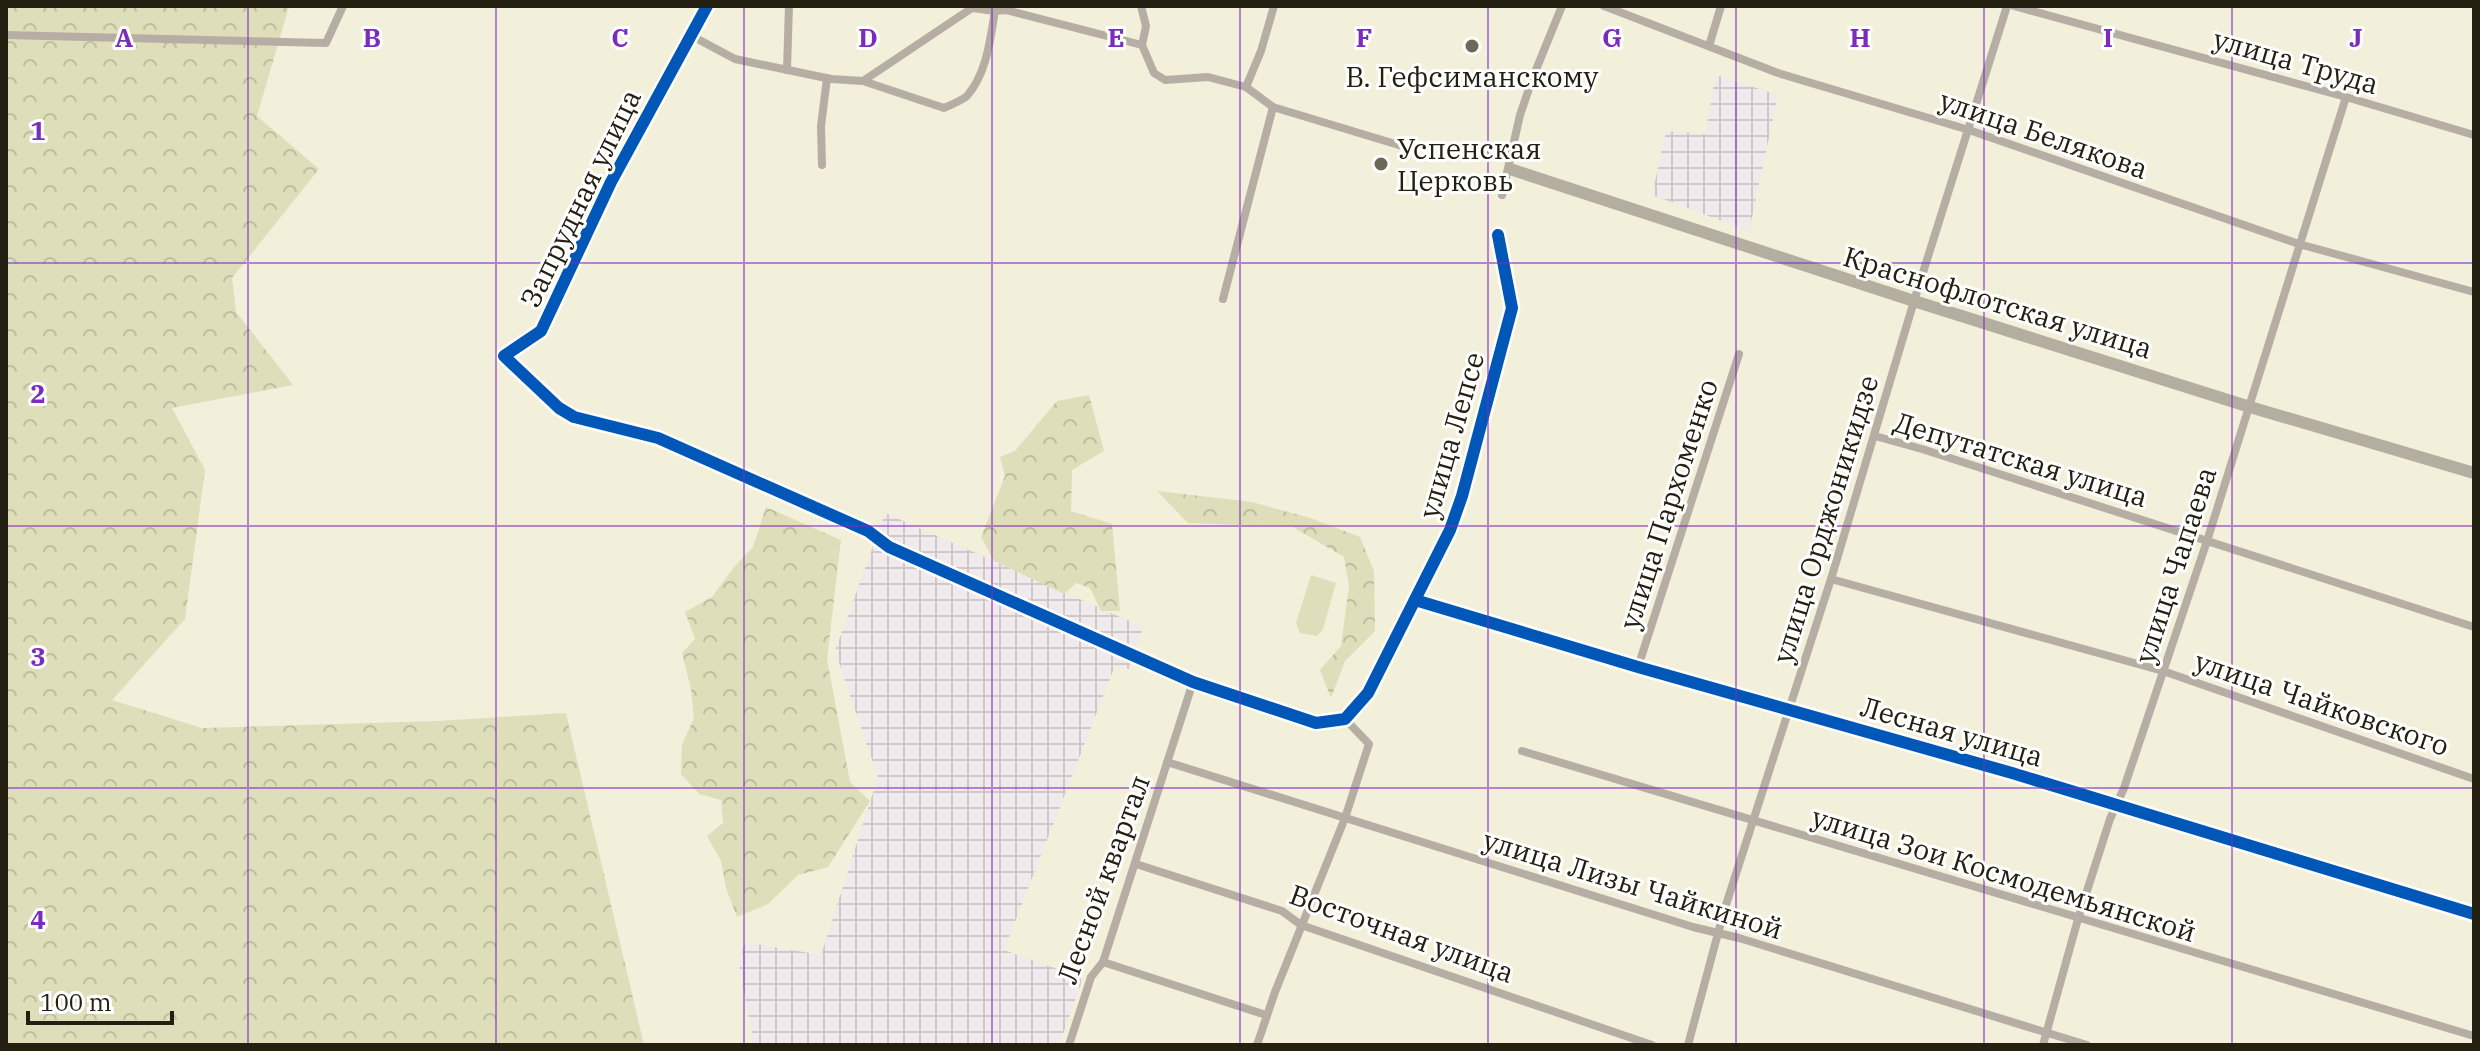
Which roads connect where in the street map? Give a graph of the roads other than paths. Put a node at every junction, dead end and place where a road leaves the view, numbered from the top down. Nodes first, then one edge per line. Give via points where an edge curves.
1 (343, 6) edge
2 (707, 6) edge
3 (789, 6) edge
4 (1141, 6) edge
5 (1274, 6) edge
6 (1562, 6) edge
7 (1604, 6) edge
8 (1721, 6) edge
9 (2007, 6) edge
10 (2014, 6) edge
11 (977, 7) edge
12 (1007, 8) edge
13 (995, 11) junction
14 (6, 35) edge
15 (692, 36) junction
16 (1142, 45) junction
17 (1709, 46) junction
18 (787, 70) junction
19 (827, 78) junction
20 (863, 81) junction
21 (1246, 87) junction
22 (2346, 97) junction
23 (1273, 107) junction
24 (1969, 130) junction
25 (2474, 135) edge
26 (1402, 146) dead end
27 (822, 165) dead end
28 (1510, 169) junction
29 (1502, 195) dead end
30 (1498, 235) dead end
31 (2299, 244) junction
32 (2474, 292) edge
33 (1223, 299) dead end
34 (1914, 301) junction
35 (1739, 354) dead end
36 (2250, 407) junction
37 (1875, 436) junction
38 (2474, 473) edge
39 (2207, 541) junction
40 (1831, 579) junction
41 (1415, 600) junction
42 (2474, 627) edge
43 (1638, 667) junction
44 (2163, 671) junction
45 (1193, 682) junction
46 (1789, 709) junction
47 (1345, 719) junction
48 (1522, 751) dead end
49 (1167, 762) junction
50 (2474, 779) edge
51 (2117, 805) junction
52 (1345, 818) junction
53 (1752, 821) junction
54 (1136, 864) junction
55 (2474, 914) edge
56 (2078, 919) junction
57 (1301, 925) junction
58 (1719, 932) junction
59 (1103, 962) junction
60 (1266, 1015) junction
61 (2047, 1032) junction
62 (2474, 1036) edge
63 (1069, 1045) edge
64 (1257, 1045) edge
65 (1652, 1045) edge
66 (1688, 1045) edge
67 (2043, 1045) edge
68 (2087, 1045) edge

1 - 14 street via 326,43
2 - 15 street, Запрудная улица
3 - 18 street
4 - 16 street via 1146,26
5 - 21 street
6 - 28 street via 1520,115
7 - 17 street, улица Белякова
8 - 17 street
9 - 24 street, улица Орджоникидзе
10 - 22 street, улица Труда
11 - 13 street
11 - 20 street
12 - 13 street
12 - 16 street
13 - 20 street via 981,73 965,98 944,108
15 - 18 street via 735,59
15 - 45 street, Запрудная улица via 611,182 541,331 504,356 574,417 658,438
16 - 21 street via 1154,73 1165,80 1208,77
17 - 24 street, улица Белякова via 1778,73
18 - 19 street
19 - 20 street
19 - 27 street
21 - 23 street
22 - 25 street, улица Труда
22 - 31 street, улица Чапаева
23 - 26 street
23 - 33 street
24 - 31 street, улица Белякова
24 - 34 street, улица Орджоникидзе
28 - 29 street
28 - 34 street, Краснофлотская улица
30 - 41 street, улица Лепсе via 1512,308 1462,496
31 - 32 street, улица Белякова
31 - 36 street, улица Чапаева
34 - 36 street, Краснофлотская улица
34 - 37 street, улица Орджоникидзе
35 - 43 street, улица Пархоменко
36 - 38 street, Краснофлотская улица
36 - 39 street, улица Чапаева
37 - 39 street, Депутатская улица
37 - 40 street, улица Орджоникидзе
39 - 42 street, Депутатская улица
39 - 44 street, улица Чапаева
40 - 44 street, улица Чайковского
40 - 46 street, улица Орджоникидзе
41 - 43 street, Лесная улица
41 - 47 street, улица Лепсе via 1368,693
43 - 46 street, Лесная улица
44 - 50 street, улица Чайковского
44 - 51 street, улица Чапаева
45 - 47 street via 1316,723
45 - 49 street, Лесной квартал
46 - 51 street, Лесная улица
46 - 53 street, улица Орджоникидзе
47 - 52 street via 1369,744
48 - 53 street, улица Зои Космодемьянской
49 - 52 street, улица Лизы Чайкиной
49 - 54 street, Лесной квартал
51 - 55 street, Лесная улица
51 - 56 street, улица Чапаева
52 - 57 street
52 - 58 street, улица Лизы Чайкиной
53 - 56 street, улица Зои Космодемьянской
53 - 58 street, улица Орджоникидзе
54 - 57 street, Восточная улица via 1282,911
54 - 59 street, Лесной квартал
56 - 61 street, улица Чапаева
56 - 62 street, улица Зои Космодемьянской
57 - 60 street
57 - 65 street, Восточная улица
58 - 61 street, улица Лизы Чайкиной
58 - 66 street, улица Орджоникидзе
59 - 60 street
59 - 63 street, Лесной квартал via 1091,977
60 - 64 street
61 - 67 street, улица Чапаева
61 - 68 street, улица Лизы Чайкиной

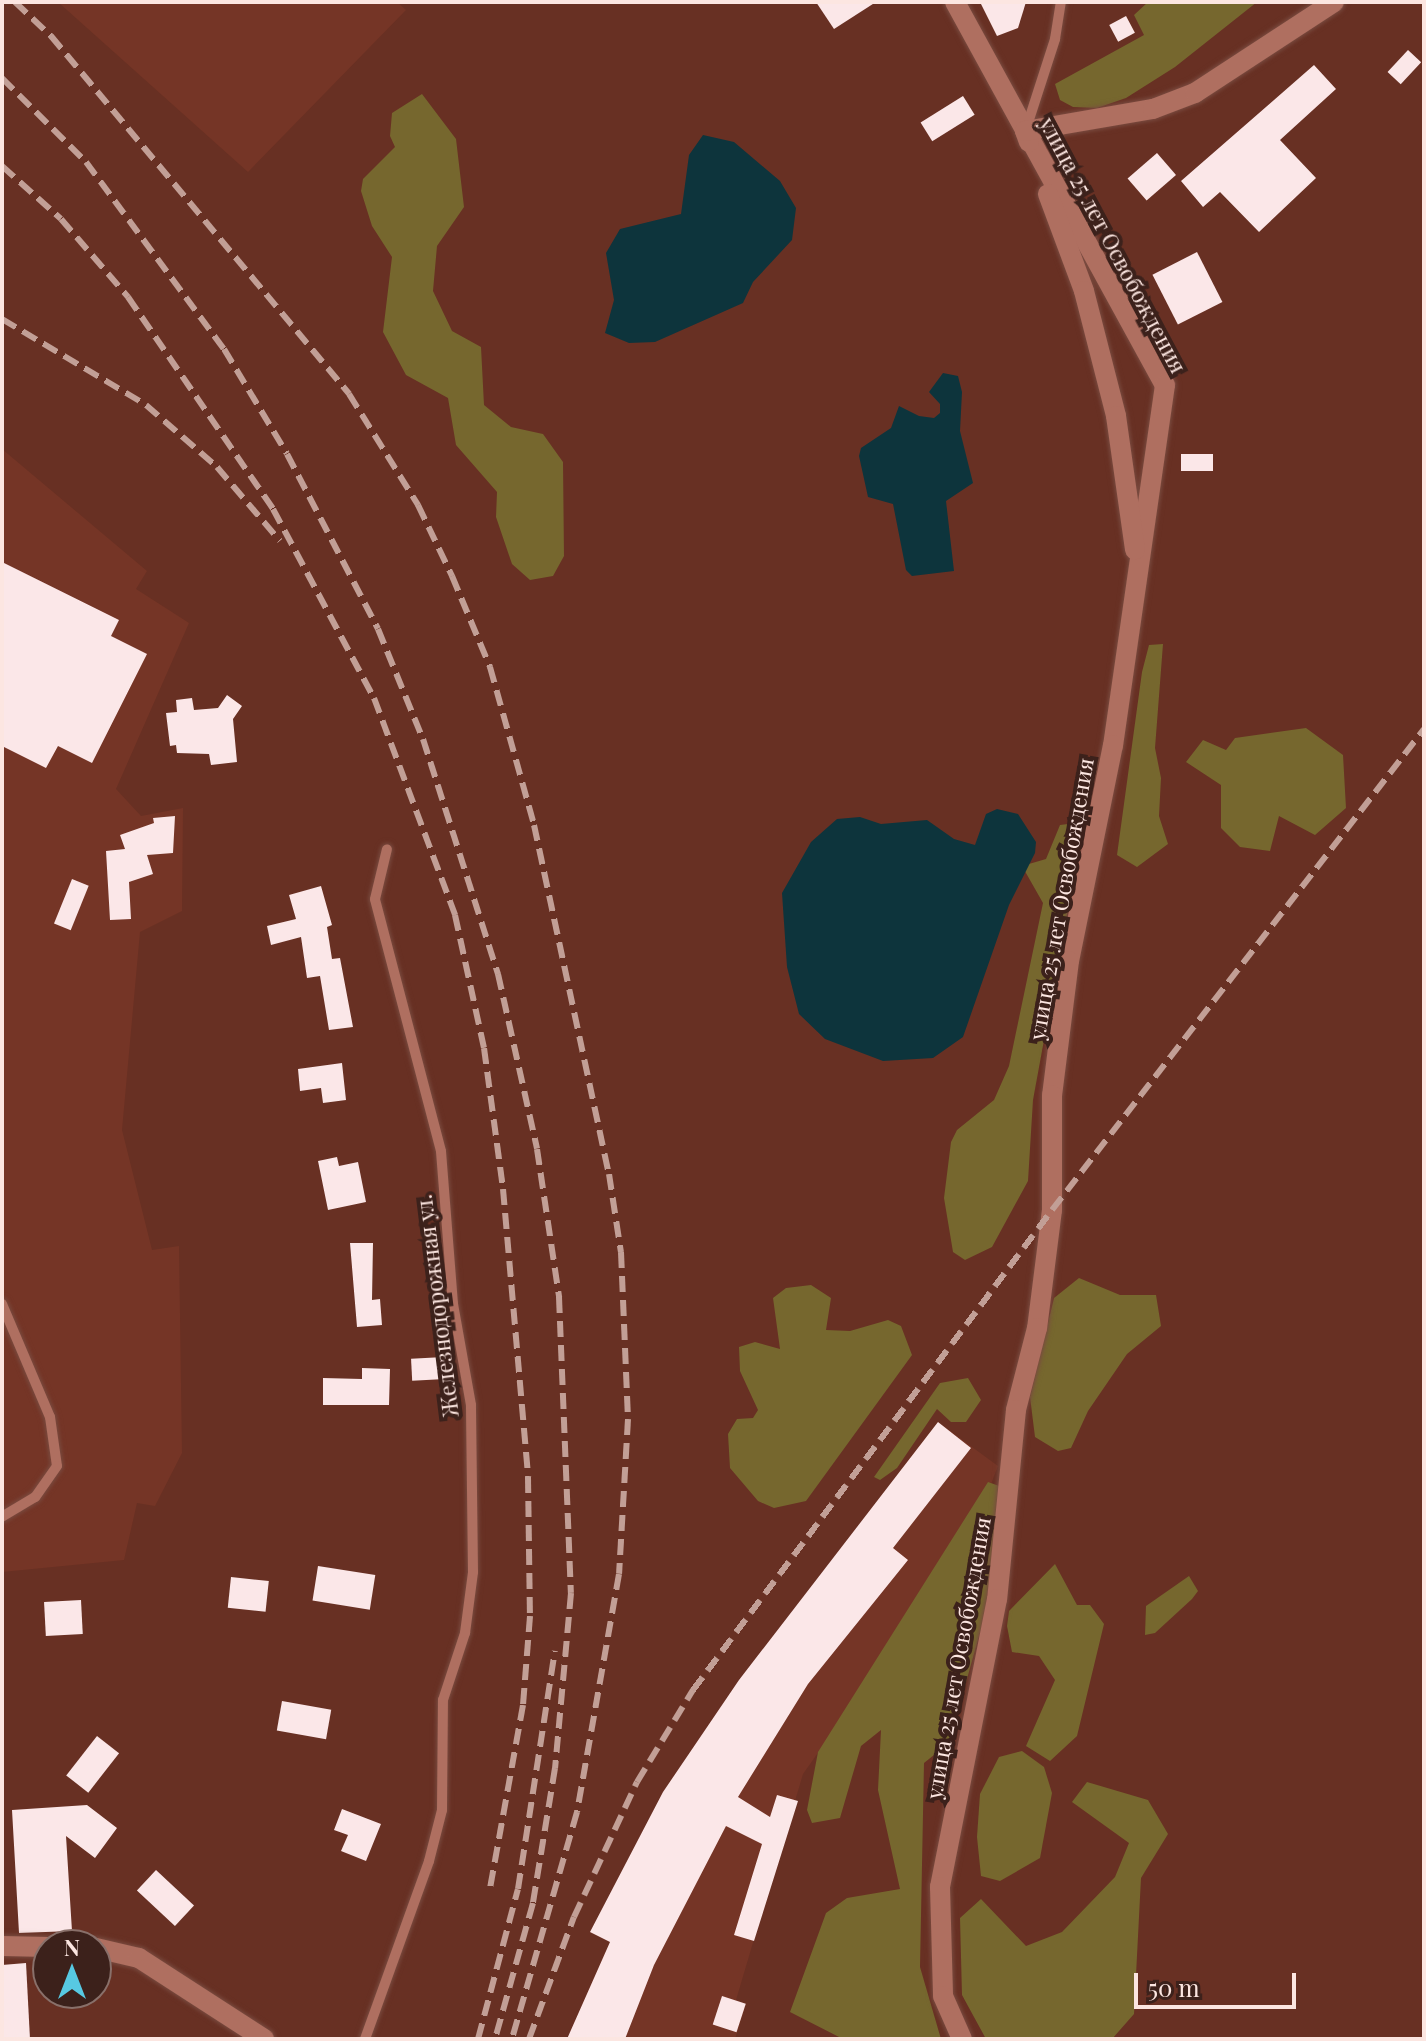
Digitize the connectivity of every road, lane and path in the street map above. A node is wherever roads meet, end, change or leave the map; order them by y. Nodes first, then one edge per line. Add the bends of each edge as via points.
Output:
1 (955, 2) edge
2 (1061, 2) edge
3 (1334, 2) edge
4 (1025, 131) junction
5 (1138, 574) junction
6 (387, 849) dead end
7 (2, 1304) edge
8 (2, 1517) edge
9 (2, 1946) edge
10 (32, 1947) edge
11 (112, 1952) edge
12 (264, 2039) edge
13 (365, 2039) edge
14 (962, 2039) edge

1 - 4 street, улица 25 лет Освобождения
2 - 4 lane via 1055,39
3 - 4 street via 1195,93 1153,109
4 - 5 street via 1084,291 1116,416
4 - 5 street, улица 25 лет Освобождения via 1165,385
5 - 14 street, улица 25 лет Освобождения via 1113,745 1069,961 1052,1095 1052,1210 1037,1328 1016,1410 997,1599 940,1887 943,1996
6 - 13 lane, Железнодорожная ул. via 375,899 441,1151 453,1304 471,1405 473,1572 465,1633 443,1700 442,1810
7 - 8 lane via 50,1417 57,1466 35,1497
9 - 10 street
11 - 12 street via 139,1958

◆ ◆ ◆

### EXERCISE REQUIREMENTS
When you copy the data, keep every line exact and drop the pictures.

### ANSWER TO THIS PROBLEM
Which roads connect where in the street map? Give a graph of the roads other than paths. Put a node at every junction, dead end and place where a road leaves the view, numbered from the top down. Nodes first, then one edge per line. Give via points where an edge curves.
1 (343, 6) edge
2 (707, 6) edge
3 (789, 6) edge
4 (1141, 6) edge
5 (1274, 6) edge
6 (1562, 6) edge
7 (1604, 6) edge
8 (1721, 6) edge
9 (2007, 6) edge
10 (2014, 6) edge
11 (977, 7) edge
12 (1007, 8) edge
13 (995, 11) junction
14 (6, 35) edge
15 (692, 36) junction
16 (1142, 45) junction
17 (1709, 46) junction
18 (787, 70) junction
19 (827, 78) junction
20 (863, 81) junction
21 (1246, 87) junction
22 (2346, 97) junction
23 (1273, 107) junction
24 (1969, 130) junction
25 (2474, 135) edge
26 (1402, 146) dead end
27 (822, 165) dead end
28 (1510, 169) junction
29 (1502, 195) dead end
30 (1498, 235) dead end
31 (2299, 244) junction
32 (2474, 292) edge
33 (1223, 299) dead end
34 (1914, 301) junction
35 (1739, 354) dead end
36 (2250, 407) junction
37 (1875, 436) junction
38 (2474, 473) edge
39 (2207, 541) junction
40 (1831, 579) junction
41 (1415, 600) junction
42 (2474, 627) edge
43 (1638, 667) junction
44 (2163, 671) junction
45 (1193, 682) junction
46 (1789, 709) junction
47 (1345, 719) junction
48 (1522, 751) dead end
49 (1167, 762) junction
50 (2474, 779) edge
51 (2117, 805) junction
52 (1345, 818) junction
53 (1752, 821) junction
54 (1136, 864) junction
55 (2474, 914) edge
56 (2078, 919) junction
57 (1301, 925) junction
58 (1719, 932) junction
59 (1103, 962) junction
60 (1266, 1015) junction
61 (2047, 1032) junction
62 (2474, 1036) edge
63 (1069, 1045) edge
64 (1257, 1045) edge
65 (1652, 1045) edge
66 (1688, 1045) edge
67 (2043, 1045) edge
68 (2087, 1045) edge

1 - 14 street via 326,43
2 - 15 street, Запрудная улица
3 - 18 street
4 - 16 street via 1146,26
5 - 21 street
6 - 28 street via 1520,115
7 - 17 street, улица Белякова
8 - 17 street
9 - 24 street, улица Орджоникидзе
10 - 22 street, улица Труда
11 - 13 street
11 - 20 street
12 - 13 street
12 - 16 street
13 - 20 street via 981,73 965,98 944,108
15 - 18 street via 735,59
15 - 45 street, Запрудная улица via 611,182 541,331 504,356 574,417 658,438
16 - 21 street via 1154,73 1165,80 1208,77
17 - 24 street, улица Белякова via 1778,73
18 - 19 street
19 - 20 street
19 - 27 street
21 - 23 street
22 - 25 street, улица Труда
22 - 31 street, улица Чапаева
23 - 26 street
23 - 33 street
24 - 31 street, улица Белякова
24 - 34 street, улица Орджоникидзе
28 - 29 street
28 - 34 street, Краснофлотская улица
30 - 41 street, улица Лепсе via 1512,308 1462,496
31 - 32 street, улица Белякова
31 - 36 street, улица Чапаева
34 - 36 street, Краснофлотская улица
34 - 37 street, улица Орджоникидзе
35 - 43 street, улица Пархоменко
36 - 38 street, Краснофлотская улица
36 - 39 street, улица Чапаева
37 - 39 street, Депутатская улица
37 - 40 street, улица Орджоникидзе
39 - 42 street, Депутатская улица
39 - 44 street, улица Чапаева
40 - 44 street, улица Чайковского
40 - 46 street, улица Орджоникидзе
41 - 43 street, Лесная улица
41 - 47 street, улица Лепсе via 1368,693
43 - 46 street, Лесная улица
44 - 50 street, улица Чайковского
44 - 51 street, улица Чапаева
45 - 47 street via 1316,723
45 - 49 street, Лесной квартал
46 - 51 street, Лесная улица
46 - 53 street, улица Орджоникидзе
47 - 52 street via 1369,744
48 - 53 street, улица Зои Космодемьянской
49 - 52 street, улица Лизы Чайкиной
49 - 54 street, Лесной квартал
51 - 55 street, Лесная улица
51 - 56 street, улица Чапаева
52 - 57 street
52 - 58 street, улица Лизы Чайкиной
53 - 56 street, улица Зои Космодемьянской
53 - 58 street, улица Орджоникидзе
54 - 57 street, Восточная улица via 1282,911
54 - 59 street, Лесной квартал
56 - 61 street, улица Чапаева
56 - 62 street, улица Зои Космодемьянской
57 - 60 street
57 - 65 street, Восточная улица
58 - 61 street, улица Лизы Чайкиной
58 - 66 street, улица Орджоникидзе
59 - 60 street
59 - 63 street, Лесной квартал via 1091,977
60 - 64 street
61 - 67 street, улица Чапаева
61 - 68 street, улица Лизы Чайкиной

Digitize the connectivity of every road, lane and path in the street map above. A node is wherever roads meet, end, change or leave the map; order them by y. Nodes first, then one edge per line. Add the bends of each edge as via points.
Output:
1 (955, 2) edge
2 (1061, 2) edge
3 (1334, 2) edge
4 (1025, 131) junction
5 (1138, 574) junction
6 (387, 849) dead end
7 (2, 1304) edge
8 (2, 1517) edge
9 (2, 1946) edge
10 (32, 1947) edge
11 (112, 1952) edge
12 (264, 2039) edge
13 (365, 2039) edge
14 (962, 2039) edge

1 - 4 street, улица 25 лет Освобождения
2 - 4 lane via 1055,39
3 - 4 street via 1195,93 1153,109
4 - 5 street via 1084,291 1116,416
4 - 5 street, улица 25 лет Освобождения via 1165,385
5 - 14 street, улица 25 лет Освобождения via 1113,745 1069,961 1052,1095 1052,1210 1037,1328 1016,1410 997,1599 940,1887 943,1996
6 - 13 lane, Железнодорожная ул. via 375,899 441,1151 453,1304 471,1405 473,1572 465,1633 443,1700 442,1810
7 - 8 lane via 50,1417 57,1466 35,1497
9 - 10 street
11 - 12 street via 139,1958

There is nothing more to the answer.